Me SIZAIRE a ensuite reprécisé les contours juridiques du CCMI (contrat de louage d’ouvrage spécialement réglementé, il se distingue du CPI en ce qu’il n’est pas un mandat général, seul un certain nombre de tâches précises peuvent être déléguées au constructeur dans le cadre d’un CCMI etc.)

Me SIZAIRE rappelle également que suite à l’enquête de la DGCCRF, 58% d’infractions à cette réglementation ont été constatées, pourtant soumise à de lourdes sanctions pénales par l’entreprise contrevenante : 300 000 euros d’amende.

Le CCMI et la Préfabrication

Fanny GARCIA, Maître de conférences à l’Université de Nantes, membre de l’IRDP, retrace les forces et faiblesses de l’encadrement de cette méthode de construction.

A l’origine, cette réglementation applicable depuis le 1er Mai 2020 avait pour objet de développer la filière bois et d’alléger la trésorerie des constructeurs fabricants en prévoyant une grille d’appel de fonds spécifique.

Constatation est faite que l’objectif n’est pas atteint dans la mesure où très peu de constructeurs signataires de CCMI fabriquent, posent et assemblent eux-mêmes sur le chantier. Ces tâches sont essentiellement faites par des tiers au contrat de telle sorte que la réglementation sur la préfabrication ne leur est pas applicable.

Il est question d’apporter des modifications à cette réglementation, affaire à suivre.

Retrouvez notre article « Nouvelle grille d’appels de fonds pour les maisons préfabriquées » afin de saisir toutes les nuances de cette réglementation.

Le CCMI et les Etudes géotechniques

Gatien CASU, Maître de conférences à l’Université de Lyon 3, dépeint les nouvelles obligations de fourniture d’études de sol introduites par la loi ELAN et applicables pour tous les contrats conclus après le 30/09/2020.

La question centrale évoquée est « Qui paie les études de sol dans le cadre d’un CCMI ? Le maître d’ouvrage ou le constructeur ? » Pour répondre de manière précise à cette question, il faut préciser préalablement de quelle étude de sol on parle. Il existe en effet différents types d’étude de sol (type G1, G2 AVP, PRO, DCE, G3, G4, …). Deuxième précision à apporter : sommes-nous en amont ou en aval d’un CCMI signé par toutes les parties ; information qui a également toute son importance.

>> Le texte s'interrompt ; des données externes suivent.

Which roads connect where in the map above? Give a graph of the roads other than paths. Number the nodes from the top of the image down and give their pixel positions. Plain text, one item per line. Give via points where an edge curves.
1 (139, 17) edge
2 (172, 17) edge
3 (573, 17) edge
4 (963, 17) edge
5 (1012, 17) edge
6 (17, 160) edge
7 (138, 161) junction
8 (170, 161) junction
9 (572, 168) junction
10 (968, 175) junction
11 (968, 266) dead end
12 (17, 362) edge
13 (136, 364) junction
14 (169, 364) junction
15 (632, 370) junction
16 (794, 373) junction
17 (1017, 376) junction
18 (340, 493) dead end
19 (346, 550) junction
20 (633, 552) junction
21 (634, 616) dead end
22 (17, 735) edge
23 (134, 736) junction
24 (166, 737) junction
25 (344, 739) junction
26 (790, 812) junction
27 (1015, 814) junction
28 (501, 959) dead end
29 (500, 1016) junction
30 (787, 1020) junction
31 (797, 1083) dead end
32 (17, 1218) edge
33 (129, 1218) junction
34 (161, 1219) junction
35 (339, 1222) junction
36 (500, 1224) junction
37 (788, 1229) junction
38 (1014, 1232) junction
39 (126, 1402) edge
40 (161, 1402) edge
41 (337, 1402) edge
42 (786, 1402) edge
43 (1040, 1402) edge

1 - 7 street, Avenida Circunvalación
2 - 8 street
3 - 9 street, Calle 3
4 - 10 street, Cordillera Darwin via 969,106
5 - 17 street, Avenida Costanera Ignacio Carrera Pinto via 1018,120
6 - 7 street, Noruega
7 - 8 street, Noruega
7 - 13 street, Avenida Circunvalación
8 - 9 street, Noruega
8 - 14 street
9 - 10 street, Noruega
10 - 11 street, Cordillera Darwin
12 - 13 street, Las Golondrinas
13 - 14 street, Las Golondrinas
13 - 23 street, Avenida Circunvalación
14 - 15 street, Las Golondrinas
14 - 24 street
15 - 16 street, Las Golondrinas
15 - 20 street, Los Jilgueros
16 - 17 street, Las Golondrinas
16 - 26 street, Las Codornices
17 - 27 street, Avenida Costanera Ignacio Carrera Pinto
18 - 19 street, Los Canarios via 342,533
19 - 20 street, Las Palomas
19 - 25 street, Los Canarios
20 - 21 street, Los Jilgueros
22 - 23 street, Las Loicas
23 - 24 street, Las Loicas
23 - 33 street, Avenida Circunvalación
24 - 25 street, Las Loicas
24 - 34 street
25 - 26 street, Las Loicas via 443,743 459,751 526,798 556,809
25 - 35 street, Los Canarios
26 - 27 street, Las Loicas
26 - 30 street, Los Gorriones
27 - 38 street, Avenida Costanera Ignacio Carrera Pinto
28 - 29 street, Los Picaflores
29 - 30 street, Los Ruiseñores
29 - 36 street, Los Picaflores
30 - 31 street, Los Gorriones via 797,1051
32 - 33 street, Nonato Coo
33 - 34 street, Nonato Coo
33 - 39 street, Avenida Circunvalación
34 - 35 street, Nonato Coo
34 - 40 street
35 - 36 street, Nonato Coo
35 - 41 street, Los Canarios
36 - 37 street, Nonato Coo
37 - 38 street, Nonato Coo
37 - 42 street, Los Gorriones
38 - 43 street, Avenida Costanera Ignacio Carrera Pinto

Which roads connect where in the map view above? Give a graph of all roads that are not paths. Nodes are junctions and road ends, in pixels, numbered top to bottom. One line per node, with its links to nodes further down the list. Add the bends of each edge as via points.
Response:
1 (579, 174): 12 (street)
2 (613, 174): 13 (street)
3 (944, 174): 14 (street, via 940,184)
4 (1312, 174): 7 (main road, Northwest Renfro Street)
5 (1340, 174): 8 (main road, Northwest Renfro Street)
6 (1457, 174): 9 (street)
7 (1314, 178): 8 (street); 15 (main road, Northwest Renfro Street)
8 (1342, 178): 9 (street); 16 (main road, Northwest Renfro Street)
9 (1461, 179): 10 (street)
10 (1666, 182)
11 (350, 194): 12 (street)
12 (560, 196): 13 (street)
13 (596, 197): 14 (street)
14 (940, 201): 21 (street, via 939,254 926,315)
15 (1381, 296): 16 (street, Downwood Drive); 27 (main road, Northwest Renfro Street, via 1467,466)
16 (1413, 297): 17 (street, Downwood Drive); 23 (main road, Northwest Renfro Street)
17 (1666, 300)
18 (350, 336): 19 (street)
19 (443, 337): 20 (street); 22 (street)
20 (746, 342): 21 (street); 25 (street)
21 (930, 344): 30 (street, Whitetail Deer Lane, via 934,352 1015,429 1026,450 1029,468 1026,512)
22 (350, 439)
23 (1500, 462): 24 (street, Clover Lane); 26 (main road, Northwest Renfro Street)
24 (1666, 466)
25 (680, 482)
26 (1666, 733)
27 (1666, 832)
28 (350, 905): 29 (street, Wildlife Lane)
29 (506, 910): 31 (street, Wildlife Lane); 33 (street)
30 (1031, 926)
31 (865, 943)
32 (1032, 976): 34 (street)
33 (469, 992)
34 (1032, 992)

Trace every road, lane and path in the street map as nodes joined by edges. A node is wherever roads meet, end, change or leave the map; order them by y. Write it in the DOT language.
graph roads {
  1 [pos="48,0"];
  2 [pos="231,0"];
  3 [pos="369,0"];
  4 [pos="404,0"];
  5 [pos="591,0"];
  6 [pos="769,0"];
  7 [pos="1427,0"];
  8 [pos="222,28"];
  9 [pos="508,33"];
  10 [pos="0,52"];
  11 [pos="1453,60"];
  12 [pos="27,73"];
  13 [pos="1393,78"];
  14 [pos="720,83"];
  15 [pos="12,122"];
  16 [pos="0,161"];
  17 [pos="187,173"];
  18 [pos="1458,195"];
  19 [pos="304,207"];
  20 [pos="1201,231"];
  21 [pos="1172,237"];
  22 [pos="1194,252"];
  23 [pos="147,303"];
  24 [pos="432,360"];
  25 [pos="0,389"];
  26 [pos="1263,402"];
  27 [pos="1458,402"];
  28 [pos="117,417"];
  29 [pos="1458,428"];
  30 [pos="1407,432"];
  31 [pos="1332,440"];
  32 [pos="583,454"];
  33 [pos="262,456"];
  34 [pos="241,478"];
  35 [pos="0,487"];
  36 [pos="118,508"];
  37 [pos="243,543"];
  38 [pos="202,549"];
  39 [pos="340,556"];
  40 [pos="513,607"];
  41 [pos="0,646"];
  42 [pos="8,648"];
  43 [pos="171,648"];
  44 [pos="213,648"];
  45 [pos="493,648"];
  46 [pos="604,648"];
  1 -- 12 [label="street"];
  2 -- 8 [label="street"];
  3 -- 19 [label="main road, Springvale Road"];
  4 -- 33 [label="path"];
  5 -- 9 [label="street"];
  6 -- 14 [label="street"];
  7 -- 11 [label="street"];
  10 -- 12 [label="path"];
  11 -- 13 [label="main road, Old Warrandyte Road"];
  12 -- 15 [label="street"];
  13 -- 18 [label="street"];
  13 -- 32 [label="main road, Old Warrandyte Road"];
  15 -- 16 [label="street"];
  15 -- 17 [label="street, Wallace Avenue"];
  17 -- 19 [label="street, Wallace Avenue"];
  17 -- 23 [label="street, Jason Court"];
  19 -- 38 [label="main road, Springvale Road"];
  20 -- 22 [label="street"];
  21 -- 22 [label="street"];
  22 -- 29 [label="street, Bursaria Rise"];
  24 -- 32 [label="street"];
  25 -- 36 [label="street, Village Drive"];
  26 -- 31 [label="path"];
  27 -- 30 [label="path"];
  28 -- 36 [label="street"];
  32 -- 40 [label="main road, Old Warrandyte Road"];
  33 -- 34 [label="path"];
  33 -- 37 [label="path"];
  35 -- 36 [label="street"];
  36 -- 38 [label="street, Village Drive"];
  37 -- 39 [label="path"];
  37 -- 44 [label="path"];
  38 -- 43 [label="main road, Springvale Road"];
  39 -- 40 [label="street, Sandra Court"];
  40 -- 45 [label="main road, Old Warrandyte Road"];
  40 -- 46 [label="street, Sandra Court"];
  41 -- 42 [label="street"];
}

Ces questions essentielles feront l’objet d’un article spécialement dédié dans une prochaine newsletter VERIFIMMO, mais retrouvez dès à présent notre précédent article sur la nouvelle réglementation relative aux études géotechniques dans les zones exposées à la sécheresse et à la réhydratation des sols

Rénovation et CCMI

Vivien ZALEWSKI-SICARD évoque ici l’hypothèse d’un contrat de rénovation de maison individuelle afin de mieux encadrer les travaux de rénovation lourde qui, sauf exception, échappent à la réglementation du CCMI.

Des travaux sont réalisés par ses soins sur ce sujet et le principe est d’adapter le CCMI et de prévoir une sorte de garantie similaire à la garantie de livraison à prix et délais convenus du CCMI.

Il s’agit d’un vrai sujet tant il existe un vide juridique à combler pour ce type de travaux. Il est en effet indispensable que le maître d’ouvrage, emprunteur ou non, puisse être suffisamment protégé aussi dans ces cas de figure (rénovation lourde, réhabilitation d’un immeuble, extension de l’existant, surélévation).

Ce colloque a été source d’informations et de réflexions pour nous. Et nous permet de parfaire nos connaissances en la matière!